* Activity
Give the entries below again, word for word, and leave out the images.

* Input for this task
------------------------------------------------

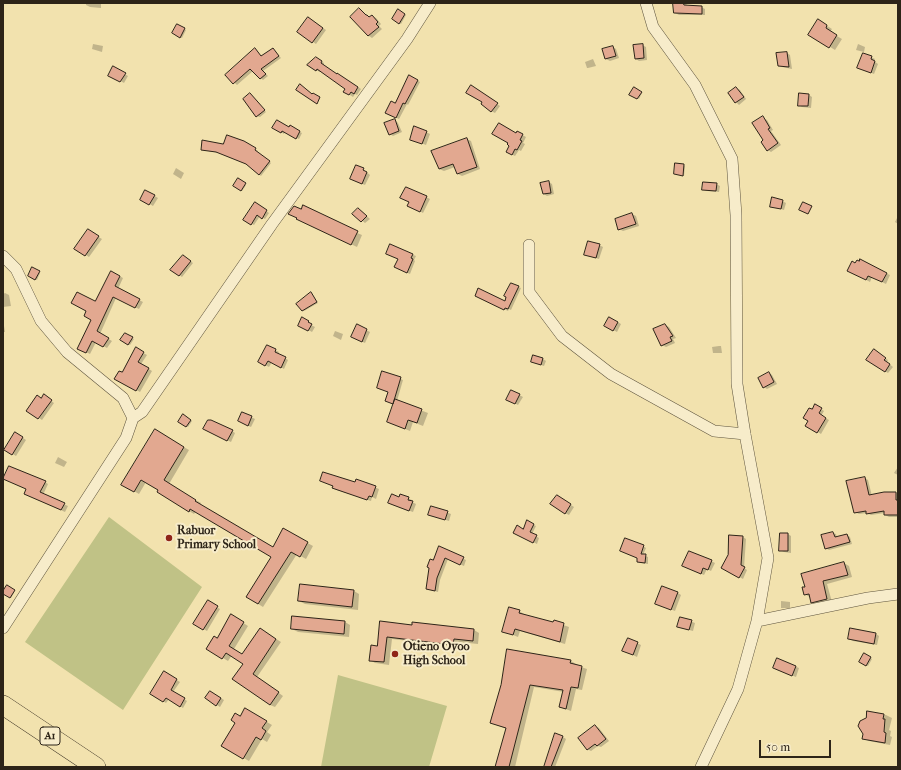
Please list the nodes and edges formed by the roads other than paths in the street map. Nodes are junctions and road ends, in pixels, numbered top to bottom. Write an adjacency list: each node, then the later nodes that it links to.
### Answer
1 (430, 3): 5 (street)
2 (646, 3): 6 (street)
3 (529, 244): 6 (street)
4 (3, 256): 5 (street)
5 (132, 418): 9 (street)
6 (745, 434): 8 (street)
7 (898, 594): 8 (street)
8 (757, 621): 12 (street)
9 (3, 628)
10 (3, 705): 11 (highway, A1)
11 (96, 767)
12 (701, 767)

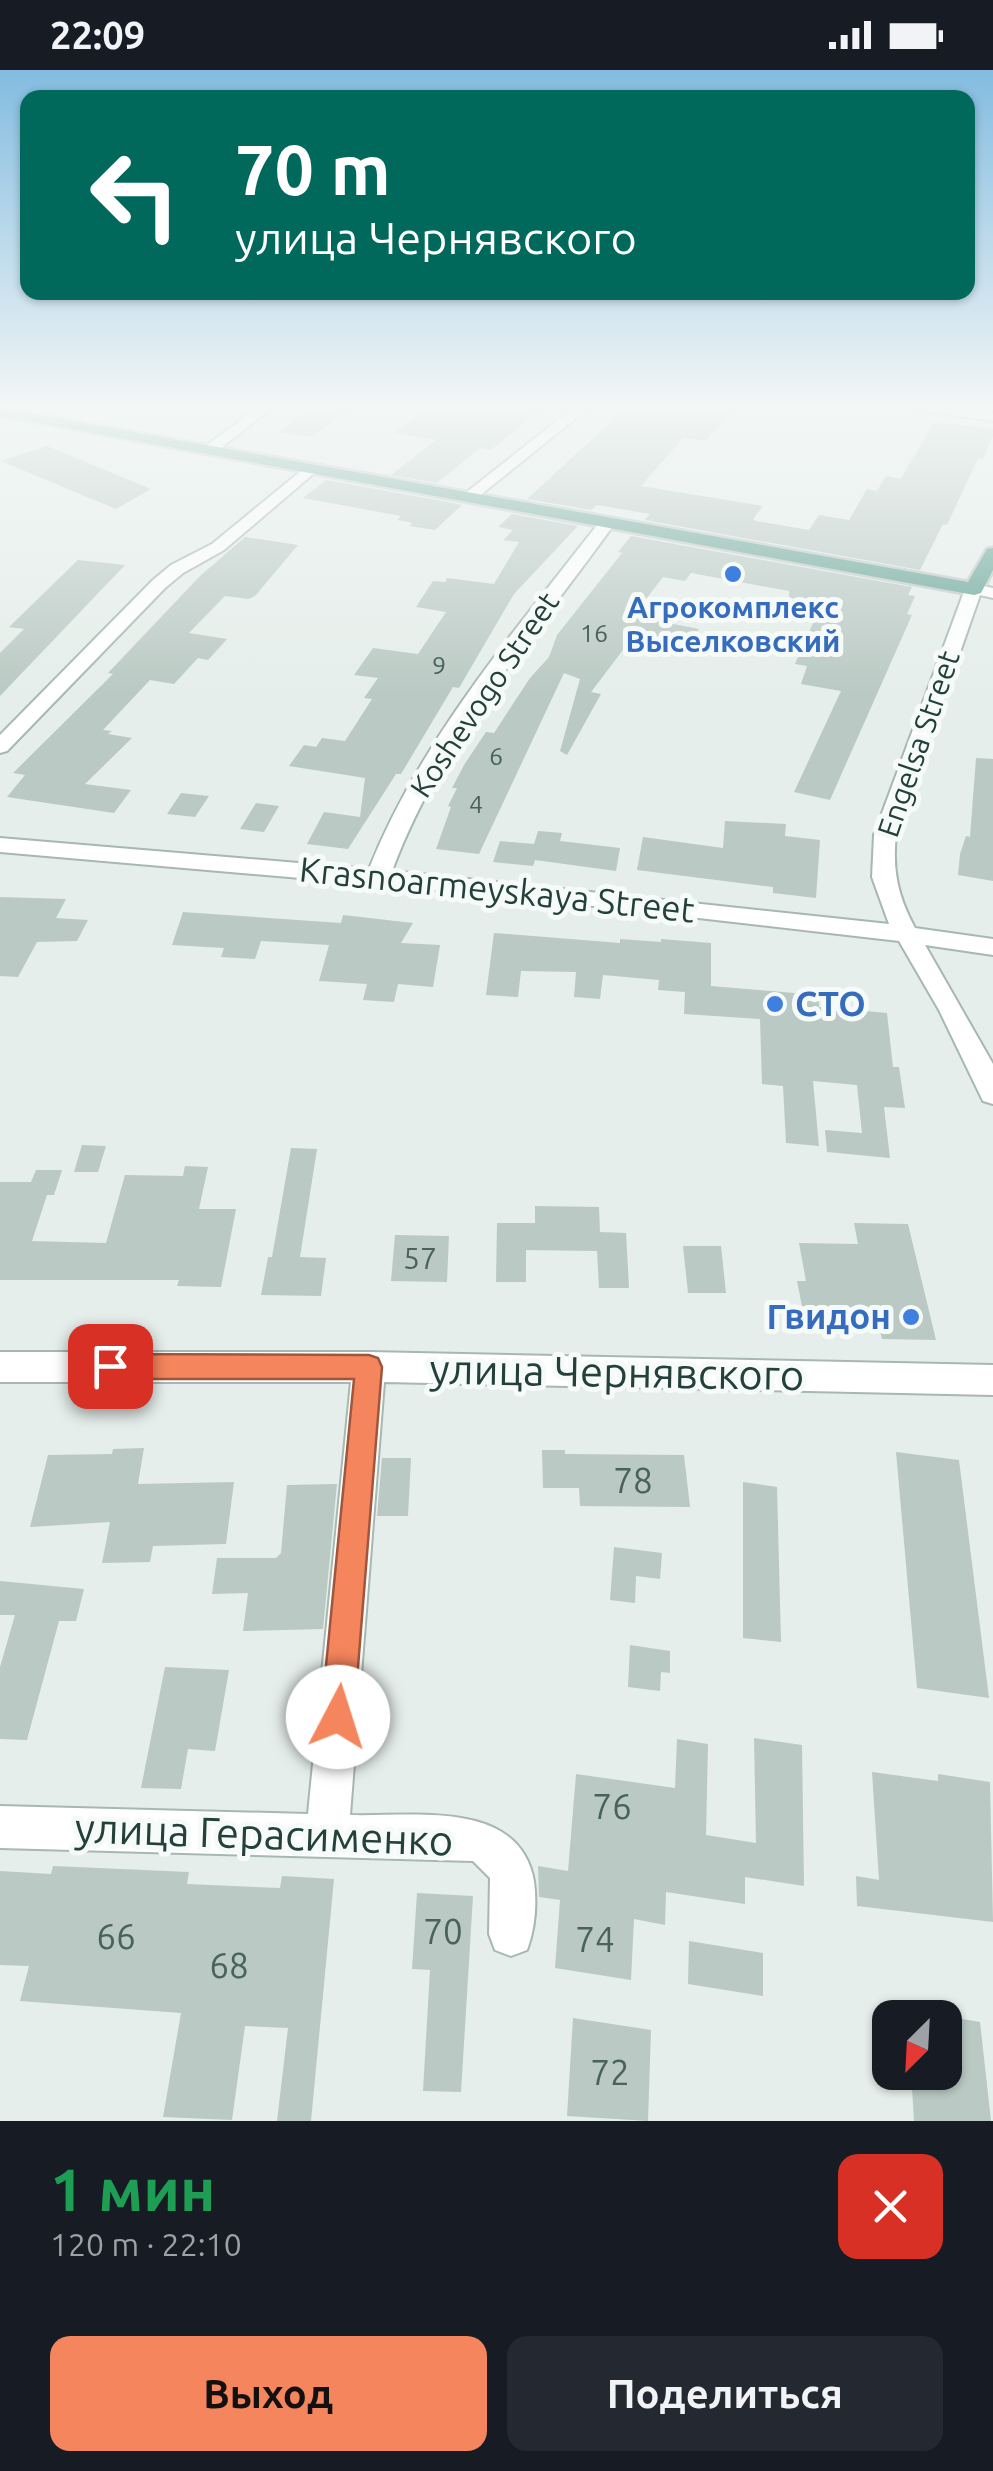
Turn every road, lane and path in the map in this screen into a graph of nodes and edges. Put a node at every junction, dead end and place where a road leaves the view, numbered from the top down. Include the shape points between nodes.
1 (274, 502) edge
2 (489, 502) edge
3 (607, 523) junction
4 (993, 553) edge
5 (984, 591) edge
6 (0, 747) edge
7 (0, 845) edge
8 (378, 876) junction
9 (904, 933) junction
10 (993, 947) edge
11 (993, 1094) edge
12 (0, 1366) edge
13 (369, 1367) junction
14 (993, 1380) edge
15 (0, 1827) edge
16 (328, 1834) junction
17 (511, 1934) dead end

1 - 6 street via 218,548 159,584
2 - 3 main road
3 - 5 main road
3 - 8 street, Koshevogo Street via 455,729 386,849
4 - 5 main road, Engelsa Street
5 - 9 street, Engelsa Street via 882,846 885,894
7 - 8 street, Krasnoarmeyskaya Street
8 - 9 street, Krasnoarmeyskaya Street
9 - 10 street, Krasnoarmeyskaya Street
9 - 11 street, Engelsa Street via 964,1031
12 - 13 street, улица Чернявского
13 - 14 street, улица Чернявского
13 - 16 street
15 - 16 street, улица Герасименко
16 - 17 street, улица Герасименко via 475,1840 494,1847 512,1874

------------------------------------------------

* Solution to this problem
Please list the nodes and edges formed by the roads other than paths in the street map. Nodes are junctions and road ends, in pixels, numbered top to bottom. Write an adjacency list: each node, then the later nodes that it links to.
### Answer
1 (430, 3): 5 (street)
2 (646, 3): 6 (street)
3 (529, 244): 6 (street)
4 (3, 256): 5 (street)
5 (132, 418): 9 (street)
6 (745, 434): 8 (street)
7 (898, 594): 8 (street)
8 (757, 621): 12 (street)
9 (3, 628)
10 (3, 705): 11 (highway, A1)
11 (96, 767)
12 (701, 767)

Turn every road, lane and path in the map in this screen into a graph of nodes and edges. Put a node at every junction, dead end and place where a road leaves the view, numbered from the top down. Include the shape points between nodes.
1 (274, 502) edge
2 (489, 502) edge
3 (607, 523) junction
4 (993, 553) edge
5 (984, 591) edge
6 (0, 747) edge
7 (0, 845) edge
8 (378, 876) junction
9 (904, 933) junction
10 (993, 947) edge
11 (993, 1094) edge
12 (0, 1366) edge
13 (369, 1367) junction
14 (993, 1380) edge
15 (0, 1827) edge
16 (328, 1834) junction
17 (511, 1934) dead end

1 - 6 street via 218,548 159,584
2 - 3 main road
3 - 5 main road
3 - 8 street, Koshevogo Street via 455,729 386,849
4 - 5 main road, Engelsa Street
5 - 9 street, Engelsa Street via 882,846 885,894
7 - 8 street, Krasnoarmeyskaya Street
8 - 9 street, Krasnoarmeyskaya Street
9 - 10 street, Krasnoarmeyskaya Street
9 - 11 street, Engelsa Street via 964,1031
12 - 13 street, улица Чернявского
13 - 14 street, улица Чернявского
13 - 16 street
15 - 16 street, улица Герасименко
16 - 17 street, улица Герасименко via 475,1840 494,1847 512,1874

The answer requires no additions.